Warum sollte es für mich als Nichtjägerin ein Vizsla sein? Und wie lebe ich nun mit ihm?
Mein erster Hund war ein Cocker Spaniel, danach folgten zwei Schäferhundmischlinge (Rüde, Hündin). Als meine letzte Hündin „in die Jahre kam“ schaute ich mich um, was mein nächster Hund sein könnte. Schon mehrfach hatte mich der Gedanke an einen Vorstehhund beschäftigt. Nach zwei Hunden mit sehr gut lenkbarem Jagdtrieb (was mich zu der vermessenen Bemerkung brachte: „Wer seinen Hund am Wild nicht unter Kontrolle hat, ist selber schuld!“) brachte mich die letzte Hündin manchmal hart an meine Grenzen (ich tue hiermit Abbitte für meine o.g. Bemerkung!). Zwar reiner Sichtjäger und absolut zufrieden, wenn sie das Wild eingeholt hatte, um es dann unbehelligt weiterlaufen zu lassen, war sie zunächst im Durchstarten eine kaum zu kontrollierende Rakete.

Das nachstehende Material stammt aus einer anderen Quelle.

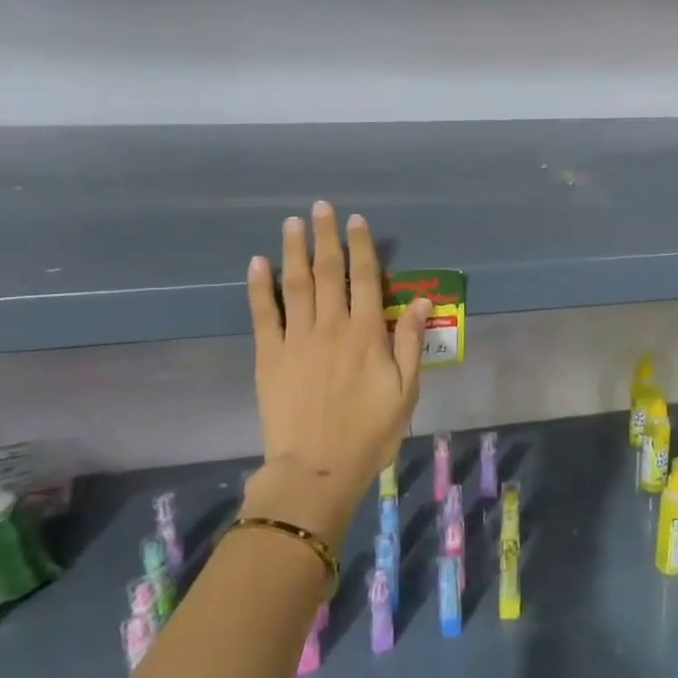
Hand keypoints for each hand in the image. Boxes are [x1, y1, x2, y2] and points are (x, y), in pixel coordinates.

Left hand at [241, 202, 429, 543]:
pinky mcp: (268, 356)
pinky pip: (263, 314)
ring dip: (294, 250)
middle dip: (326, 237)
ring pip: (295, 284)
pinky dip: (259, 287)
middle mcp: (331, 326)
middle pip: (329, 271)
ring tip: (292, 223)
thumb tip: (421, 299)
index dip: (362, 246)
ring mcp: (296, 339)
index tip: (357, 221)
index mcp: (366, 333)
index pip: (365, 278)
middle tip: (320, 208)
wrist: (316, 469)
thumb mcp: (406, 389)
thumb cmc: (370, 431)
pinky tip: (257, 263)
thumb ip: (410, 341)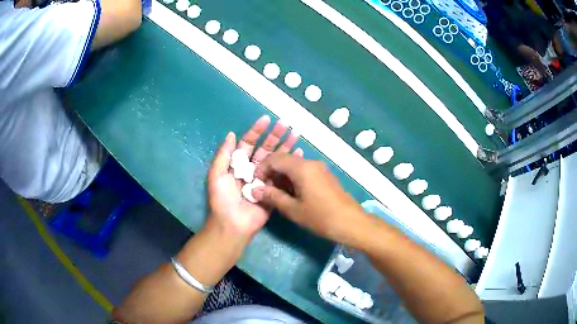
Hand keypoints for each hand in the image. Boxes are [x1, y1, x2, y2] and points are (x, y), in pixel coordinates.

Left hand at [205, 115, 302, 242]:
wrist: (232, 224)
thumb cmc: (222, 200)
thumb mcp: (216, 175)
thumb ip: (224, 155)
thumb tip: (231, 133)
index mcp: (237, 164)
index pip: (248, 143)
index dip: (256, 130)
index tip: (266, 119)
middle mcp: (252, 169)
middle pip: (265, 149)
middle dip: (275, 135)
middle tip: (285, 124)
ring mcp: (264, 179)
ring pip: (276, 160)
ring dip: (285, 146)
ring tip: (296, 134)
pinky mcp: (274, 190)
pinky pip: (283, 176)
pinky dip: (291, 165)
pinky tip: (299, 154)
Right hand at [252, 153, 368, 245]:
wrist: (350, 222)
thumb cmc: (320, 217)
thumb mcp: (293, 209)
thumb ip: (272, 197)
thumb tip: (254, 190)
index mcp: (301, 167)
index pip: (275, 159)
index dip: (262, 169)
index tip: (255, 183)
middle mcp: (311, 162)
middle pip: (285, 160)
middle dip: (271, 172)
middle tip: (265, 190)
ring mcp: (320, 168)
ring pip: (294, 166)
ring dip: (282, 176)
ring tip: (276, 194)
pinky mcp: (325, 175)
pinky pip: (304, 171)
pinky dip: (293, 178)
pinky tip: (291, 194)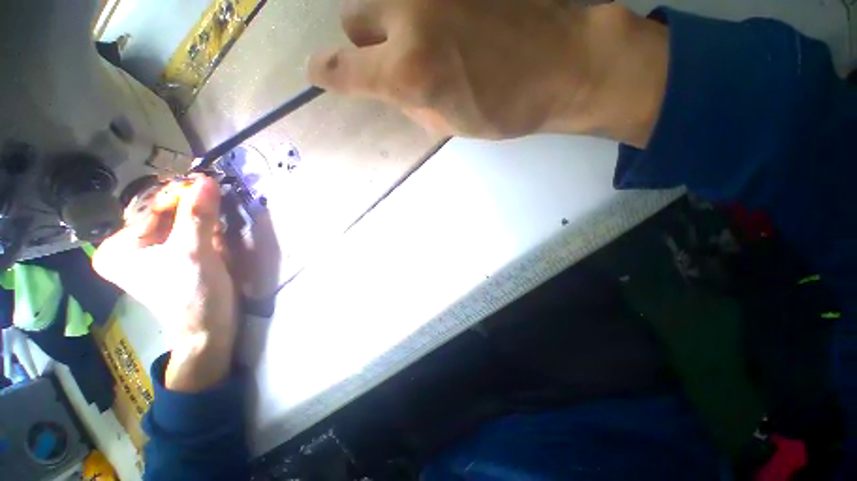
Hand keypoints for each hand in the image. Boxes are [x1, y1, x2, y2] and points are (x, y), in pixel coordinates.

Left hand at [93, 176, 237, 391]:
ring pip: (177, 224)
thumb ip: (199, 215)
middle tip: (216, 206)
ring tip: (218, 228)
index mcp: (118, 247)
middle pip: (164, 215)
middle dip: (193, 211)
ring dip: (202, 221)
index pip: (151, 207)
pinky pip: (185, 235)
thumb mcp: (195, 252)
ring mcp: (148, 254)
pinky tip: (216, 239)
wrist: (209, 328)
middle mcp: (127, 247)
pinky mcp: (168, 260)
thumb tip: (207, 179)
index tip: (209, 185)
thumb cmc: (194, 294)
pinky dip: (203, 232)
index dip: (181, 196)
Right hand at [309, 0, 668, 146]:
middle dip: (368, 44)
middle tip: (397, 61)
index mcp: (408, 71)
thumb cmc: (505, 108)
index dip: (326, 73)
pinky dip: (421, 12)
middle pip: (354, 20)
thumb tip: (388, 86)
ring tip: (430, 43)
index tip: (320, 75)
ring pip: (383, 1)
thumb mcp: (447, 124)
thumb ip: (408, 102)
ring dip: (391, 25)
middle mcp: (407, 17)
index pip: (343, 69)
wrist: (563, 63)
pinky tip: (452, 25)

Bei der Beschäftigung mit diesem Problem stieß ich immer wieder auf das Verhalten der Vorstehhunde. Ich sagte mir: Am Wild macht er in der Regel keine Alleingänge, sondern sucht die Zusammenarbeit mit seinem Hundführer / seiner Hundeführerin. Wenn man also diese Zusammenarbeit sucht und fördert, sollte die Wildbegegnung kein Problem, sondern allenfalls eine Herausforderung sein. Aber würde ich den Bedürfnissen so eines Hundes gerecht werden können?

Beim Lesen diverser Rassebeschreibungen landete ich immer wieder beim Magyar Vizsla, der als besonders leichtführig und menschenbezogen beschrieben wurde, der auch mit verschiedenen Ersatzbeschäftigungen als Alternative zur Jagd gut auszulasten sei.
Also suchte ich das Gespräch mit Vizslabesitzern und –züchtern auf Ausstellungen, Vizslatreffen und privaten Begegnungen, mit Jägern und Nichtjägern. Ich konnte mich davon überzeugen, dass die Beschreibung der rassetypischen Verhaltensweisen sich in den meisten Fällen bewahrheitete und war zunehmend fasziniert von den sympathischen und aufgeschlossenen Hunden – in der Jugendzeit geprägt von einer Lebensfreude, die kaum auszuhalten ist (und dadurch leider auch manchen Vizsla im Tierheim landen lässt)!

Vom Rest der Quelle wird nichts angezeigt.